Giuseppe Lacorte, segretario generale CISL FP Taranto Brindisi: «La CISL FP chiede trasparenza e confronto immediato!»

Riceviamo, e pubblichiamo, un comunicato che reca la firma di Giuseppe Lacorte, segretario generale CISL FP Taranto Brindisi. Ecco il testo.
«La CISL FP apprende dai social network e da comunicazioni informali che tutte le aziende sanitarie pugliesi, comprese la ASL BR e la ASL TA avrebbero trasmesso i piani sperimentali per l’abbattimento dei tempi di attesa, così come previsto dalla DGR n. 1/2026, che fissava nella giornata di ieri il termine ultimo per l’invio.

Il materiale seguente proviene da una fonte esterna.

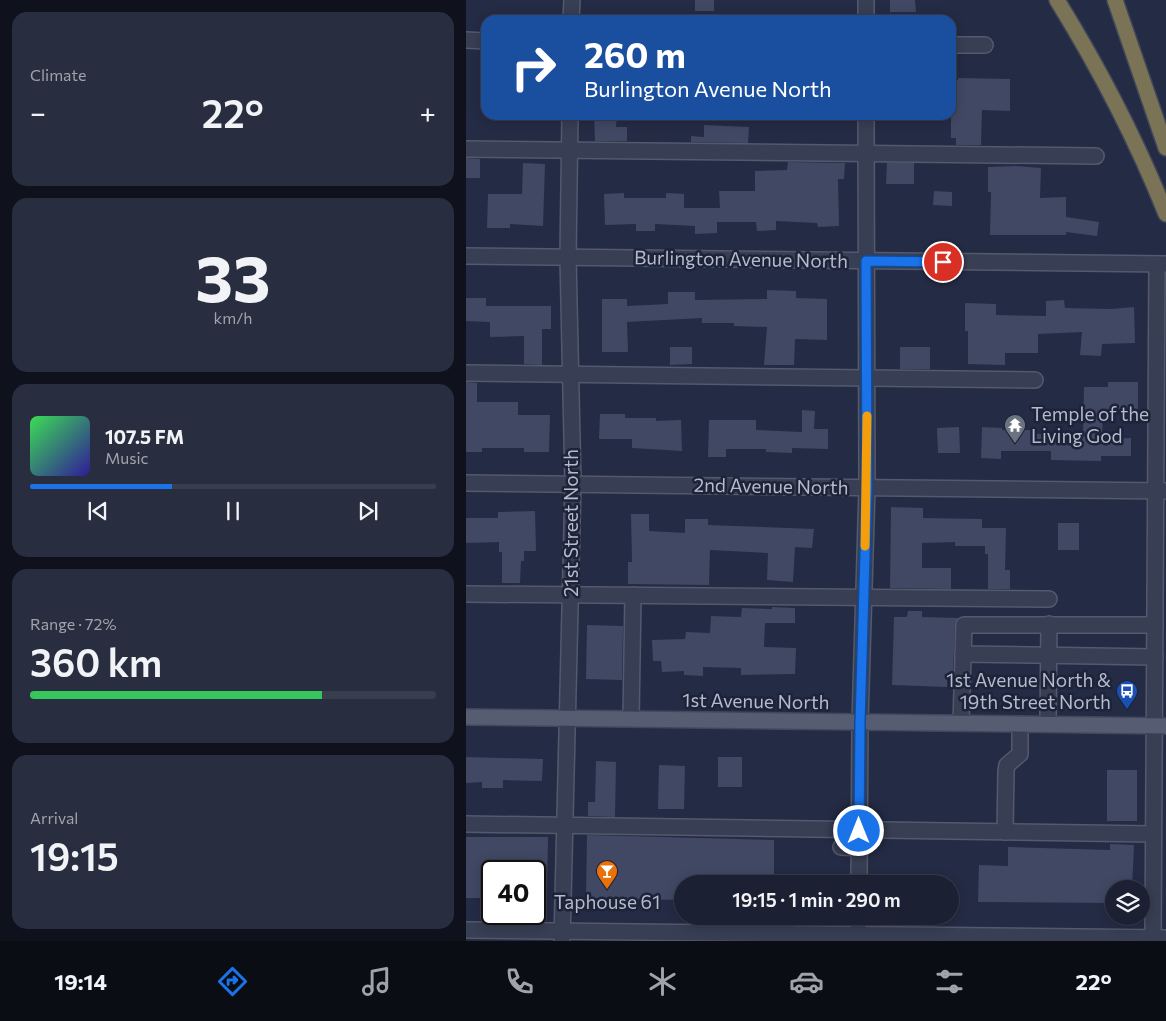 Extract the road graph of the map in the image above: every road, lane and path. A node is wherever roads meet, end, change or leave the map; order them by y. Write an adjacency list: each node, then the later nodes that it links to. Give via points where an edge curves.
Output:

Una notizia certamente rilevante, se non fosse che, ad oggi, alle organizzazioni sindacali non è stato comunicato ufficialmente nulla: né i contenuti dei piani, né le modalità operative, né tantomeno l’idea organizzativa che le due AA.SS.LL. intendono mettere in campo.
Eppure una cosa appare fin da ora evidente:qualsiasi intervento di questo tipo comporta inevitabilmente una nuova organizzazione del lavoro.
Si parla, infatti, distensione degli orari ambulatoriali nelle fasce serali, attività nei weekend, recupero delle prestazioni oltre soglia, in particolare per le priorità U (urgenti) e B (brevi), anche di ricoveri ospedalieri in lista d’attesa.
Misure che incidono direttamente su orari di lavoro, carichi assistenziali, utilizzo del personale, prestazioni aggiuntive, equilibrio tra vita lavorativa e vita privata.
I piani, a quanto si apprende, sarebbero ora al vaglio dell’assessorato regionale, del Dipartimento e dell’AReSS e dovrebbero essere approvati in Giunta entro pochi giorni, con avvio delle attività già dal 1° febbraio.
La CISL FP ritiene questo metodo inaccettabile.
Pretendiamo trasparenza, corrette relazioni sindacali e confronto preventivo.
Per questo chiediamo le informative alle due AA.SS.LL. dovute sui contenuti dei piani aziendali e un confronto immediato nel merito, prima dell’avvio delle attività.
Perché ridurre le liste d’attesa è un obiettivo condiviso.
Ma farlo senza regole, senza tutele e senza confronto rischia di scaricare ancora una volta il peso dell’efficienza solo sulle spalle delle lavoratrici e dei lavoratori».